This next example is how MSE VQGAN+CLIP z+quantize interprets various common human phobias. Text prompts were “a hyperrealistic painting depicting acrophobia” etc. To try and smooth out the “flickering” when zooming I started using ImageMagick for zooming. ImageMagick allows sub pixel image resizing options. This movie was also originally 480p and upsized to 4K in Davinci Resolve before uploading.

I have also added some basic scripting (as in automating a series of steps rather than a Python py script) support to Visions of Chaos. Scripting allows the prompt, zoom speed, rotation and panning to be changed during the movie with smooth interpolations between them each frame.

Text-to-Image Script GUI

The following video is a test of the scripting.

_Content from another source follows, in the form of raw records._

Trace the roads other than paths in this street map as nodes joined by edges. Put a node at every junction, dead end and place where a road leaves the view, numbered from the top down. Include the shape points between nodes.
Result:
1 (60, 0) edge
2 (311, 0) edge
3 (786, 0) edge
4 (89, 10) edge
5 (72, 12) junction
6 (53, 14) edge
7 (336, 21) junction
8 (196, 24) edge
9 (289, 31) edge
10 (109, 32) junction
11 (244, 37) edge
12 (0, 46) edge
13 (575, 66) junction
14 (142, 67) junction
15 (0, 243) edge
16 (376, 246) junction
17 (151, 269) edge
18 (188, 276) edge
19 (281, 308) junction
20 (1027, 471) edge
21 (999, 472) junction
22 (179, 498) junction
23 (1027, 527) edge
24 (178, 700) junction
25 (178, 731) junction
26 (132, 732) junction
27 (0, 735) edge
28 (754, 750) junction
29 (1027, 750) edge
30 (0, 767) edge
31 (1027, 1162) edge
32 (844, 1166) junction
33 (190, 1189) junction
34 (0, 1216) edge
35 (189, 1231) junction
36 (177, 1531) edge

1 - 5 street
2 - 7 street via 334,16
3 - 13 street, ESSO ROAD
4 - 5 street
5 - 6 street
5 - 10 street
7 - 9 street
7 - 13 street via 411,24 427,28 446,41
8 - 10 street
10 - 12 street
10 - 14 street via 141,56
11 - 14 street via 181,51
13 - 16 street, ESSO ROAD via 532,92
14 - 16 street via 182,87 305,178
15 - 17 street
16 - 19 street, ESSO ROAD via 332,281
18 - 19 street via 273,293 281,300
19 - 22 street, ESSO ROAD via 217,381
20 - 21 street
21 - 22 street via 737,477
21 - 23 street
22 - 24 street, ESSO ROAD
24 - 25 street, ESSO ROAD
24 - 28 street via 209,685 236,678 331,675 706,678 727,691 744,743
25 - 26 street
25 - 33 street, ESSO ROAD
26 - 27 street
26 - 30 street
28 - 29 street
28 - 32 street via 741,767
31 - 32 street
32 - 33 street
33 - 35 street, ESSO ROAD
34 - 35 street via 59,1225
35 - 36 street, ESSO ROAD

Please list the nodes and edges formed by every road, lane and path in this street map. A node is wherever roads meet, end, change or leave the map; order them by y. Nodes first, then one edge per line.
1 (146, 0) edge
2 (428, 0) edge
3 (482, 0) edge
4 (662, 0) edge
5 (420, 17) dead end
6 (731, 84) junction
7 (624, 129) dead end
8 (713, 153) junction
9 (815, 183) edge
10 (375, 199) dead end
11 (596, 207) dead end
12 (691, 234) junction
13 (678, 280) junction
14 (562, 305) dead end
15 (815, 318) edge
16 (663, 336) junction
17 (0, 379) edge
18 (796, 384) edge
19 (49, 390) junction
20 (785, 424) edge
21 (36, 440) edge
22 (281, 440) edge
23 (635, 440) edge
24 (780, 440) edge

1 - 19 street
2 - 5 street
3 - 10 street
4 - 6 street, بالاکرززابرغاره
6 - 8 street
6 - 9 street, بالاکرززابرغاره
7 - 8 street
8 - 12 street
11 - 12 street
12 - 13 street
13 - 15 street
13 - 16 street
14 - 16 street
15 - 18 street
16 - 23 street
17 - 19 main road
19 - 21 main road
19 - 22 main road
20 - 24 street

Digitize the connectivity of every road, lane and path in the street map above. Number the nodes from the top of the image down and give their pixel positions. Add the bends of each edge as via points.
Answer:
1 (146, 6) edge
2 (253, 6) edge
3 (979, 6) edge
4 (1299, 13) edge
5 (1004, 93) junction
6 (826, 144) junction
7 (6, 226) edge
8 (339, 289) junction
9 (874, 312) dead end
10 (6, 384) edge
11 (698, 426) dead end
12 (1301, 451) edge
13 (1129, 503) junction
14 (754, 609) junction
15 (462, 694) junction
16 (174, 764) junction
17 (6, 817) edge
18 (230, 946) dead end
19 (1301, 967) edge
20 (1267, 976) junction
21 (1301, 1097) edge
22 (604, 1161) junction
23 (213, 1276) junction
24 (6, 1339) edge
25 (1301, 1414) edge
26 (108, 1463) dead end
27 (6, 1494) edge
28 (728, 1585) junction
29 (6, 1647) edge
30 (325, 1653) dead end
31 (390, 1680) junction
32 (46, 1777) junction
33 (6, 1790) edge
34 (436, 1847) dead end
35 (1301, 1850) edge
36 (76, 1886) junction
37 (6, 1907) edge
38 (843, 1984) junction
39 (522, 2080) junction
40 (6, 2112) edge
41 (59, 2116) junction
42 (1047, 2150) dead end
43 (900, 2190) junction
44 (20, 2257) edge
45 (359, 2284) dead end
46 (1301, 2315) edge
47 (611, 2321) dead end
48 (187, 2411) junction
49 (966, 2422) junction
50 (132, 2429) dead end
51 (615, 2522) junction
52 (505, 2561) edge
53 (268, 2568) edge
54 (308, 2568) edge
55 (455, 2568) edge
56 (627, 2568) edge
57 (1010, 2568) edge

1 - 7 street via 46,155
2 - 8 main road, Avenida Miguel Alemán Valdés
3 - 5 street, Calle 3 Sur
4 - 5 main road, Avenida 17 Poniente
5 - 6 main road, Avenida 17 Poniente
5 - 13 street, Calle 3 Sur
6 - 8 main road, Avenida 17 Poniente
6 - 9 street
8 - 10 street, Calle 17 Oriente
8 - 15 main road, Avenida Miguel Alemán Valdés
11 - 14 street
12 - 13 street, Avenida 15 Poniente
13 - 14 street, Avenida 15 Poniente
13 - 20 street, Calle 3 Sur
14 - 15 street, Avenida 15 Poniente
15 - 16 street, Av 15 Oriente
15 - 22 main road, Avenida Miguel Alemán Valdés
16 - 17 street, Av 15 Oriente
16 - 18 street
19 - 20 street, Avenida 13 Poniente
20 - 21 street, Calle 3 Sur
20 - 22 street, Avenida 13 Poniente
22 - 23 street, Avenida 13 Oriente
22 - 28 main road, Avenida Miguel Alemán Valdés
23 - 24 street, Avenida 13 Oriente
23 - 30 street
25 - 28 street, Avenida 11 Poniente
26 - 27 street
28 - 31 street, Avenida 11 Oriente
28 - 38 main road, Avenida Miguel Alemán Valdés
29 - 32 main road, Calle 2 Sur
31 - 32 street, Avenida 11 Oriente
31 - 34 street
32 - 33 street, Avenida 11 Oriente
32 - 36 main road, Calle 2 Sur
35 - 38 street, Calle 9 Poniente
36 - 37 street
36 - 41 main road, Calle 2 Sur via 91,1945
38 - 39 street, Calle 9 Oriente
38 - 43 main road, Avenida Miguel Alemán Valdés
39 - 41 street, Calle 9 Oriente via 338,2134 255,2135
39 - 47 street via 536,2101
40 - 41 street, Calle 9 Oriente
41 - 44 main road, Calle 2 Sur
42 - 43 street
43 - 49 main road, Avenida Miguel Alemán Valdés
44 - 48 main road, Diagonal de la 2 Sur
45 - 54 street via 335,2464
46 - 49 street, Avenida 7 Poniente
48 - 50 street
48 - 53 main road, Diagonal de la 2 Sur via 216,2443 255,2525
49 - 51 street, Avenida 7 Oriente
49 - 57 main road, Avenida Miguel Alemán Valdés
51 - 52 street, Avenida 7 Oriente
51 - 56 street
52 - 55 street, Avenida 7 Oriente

This video is a Powers of Ten homage with zooming in from the largest scales to the smallest scales.

Another recent addition is the ability to use a series of images as “seed images” that are processed one at a time and then combined into a movie. The following GIF of the Alien chestburster scene is an example of this. The Text-to-Image prompt was “impasto oil painting”.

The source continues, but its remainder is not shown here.